Monday, October 29, 2007

Sound familiar?

I posted this exercise in an online writing class I'm in, and all the women in the class (admittedly, there are only 5 of us out of 10 students) chimed in to say they loved it, and what a sleazeball, and they could see it coming a mile away, etc etc etc. It's a girlfest of "Me too!"

The men are being uncharacteristically quiet. Hee hee. Take a hint, fellas. Headphones mean back off.

Here it is:

I’ve been bumped up to first class on the plane back to Seattle. The man standing in my row takes my bag from me without being asked and stows it above the seat.

I am thanking him, and feeling lucky, when I realize he’s looking down my shirt.

“I think I’m the window,” I say, avoiding his eyes.

He stands aside to let me pass, smiling down at me. He is a tall, thickish man of about 50, wearing pressed chinos and a brown silk sweater. The silk smells tangy as I ease past him.

I sit down and dig out my laptop and headphones. After talking to people for five days, all I want to do is tune out.

He drops into his seat with the grace I lack, leaning toward me, crossing one leg over the other, sliding his hands together so they lock. When the steward comes by, he orders a double Scotch, neat. He orders it while looking at me.

I call my husband. “I love you,” I say to him.

My seat-mate fingers a complimentary bottle of water, then offers it to me in a voice that’s smooth as good dark rum. I refuse and slide a DVD into my laptop. I put my headphones on. They are large; they send a message.

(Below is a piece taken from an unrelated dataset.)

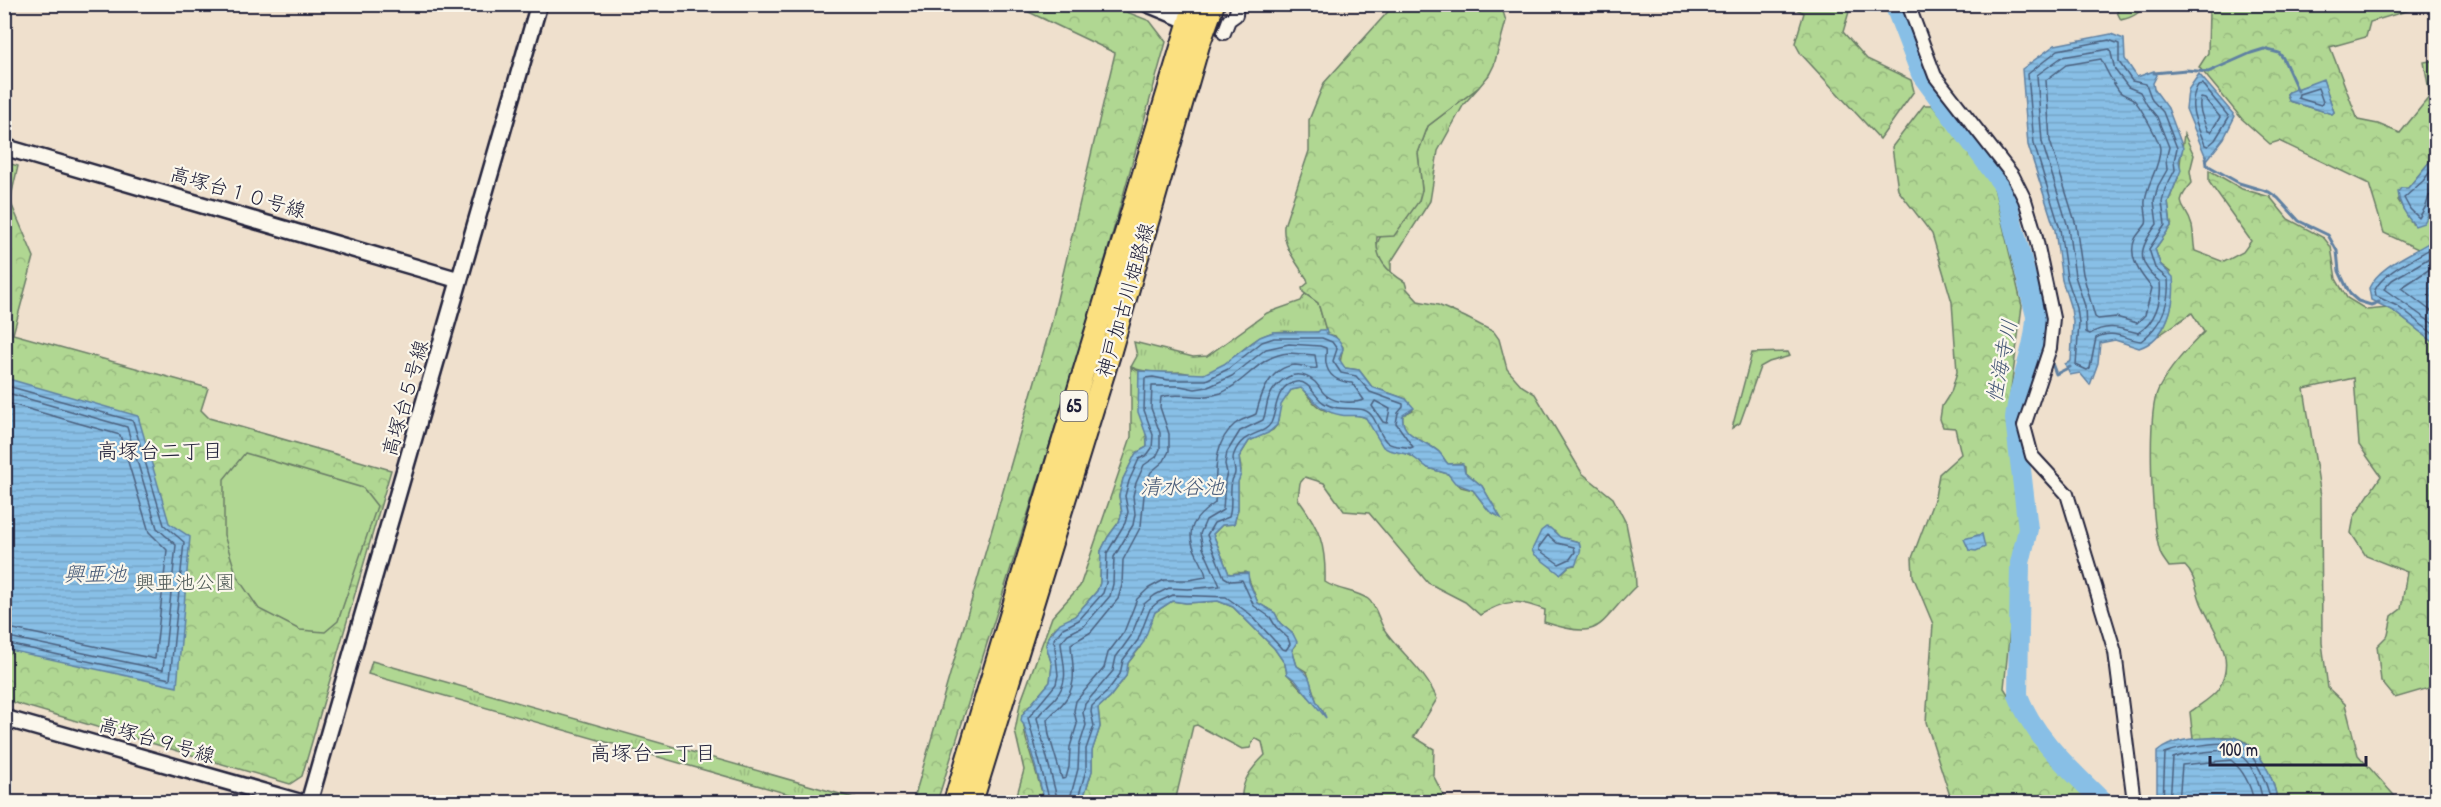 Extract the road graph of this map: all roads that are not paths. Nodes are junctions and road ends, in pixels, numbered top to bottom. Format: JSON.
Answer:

“What’re you watching?” He asks.

I don’t look at him. “First Wives’ Club.”

He laughs a salesman’s laugh. “I’ve been married a few times myself. It’s all a matter of perspective.”

He polishes off his Scotch and orders another. It’s gone ten minutes later, when I’m asked to turn off my laptop for take-off. I plug into the plane's sound system and watch the gold trees of Ohio get smaller and smaller as I count down two minutes from takeoff: one one-thousand, two one-thousand, until we reach altitude. I am waiting to turn the movie back on.

But the steward never comes back around to tell me I can turn my laptop on again. I hit the call button, take off my headphones, and look for him.

My seat-mate takes this as an invitation.

“So, finish your movie?” He asks.

“Not yet.”

He nods, drains his glass.

I search for the steward, punch the call button again. Nothing.

“So, you from Cincy? Cincy’s a great town,” he says.


His brows draw down in a small V. “You’re not working, are you?”

“No,” I say, my voice clipped.

“Look.” His voice is no longer like rum. “Do you want to talk, or do you want to be left alone?”

Relief! “I want to be left alone.”

He sits back, spine straight. After a minute, he takes the water bottle he’d offered me and shoves it in his briefcase. He pulls out an iPod, turns it on, and plugs in.

Later, he deplanes without helping me get my bag down. He is on his way to more welcoming women, ones who like to chat. Ones who won’t mind him looking down their shirts.

I call the steward over and this time he comes right away.


Blogger debra said...

A sleezeball dressed in silk is no less a sleezeball. I was once stalked by a doctor at a hospital at which I worked. A sleezeball in scrubs.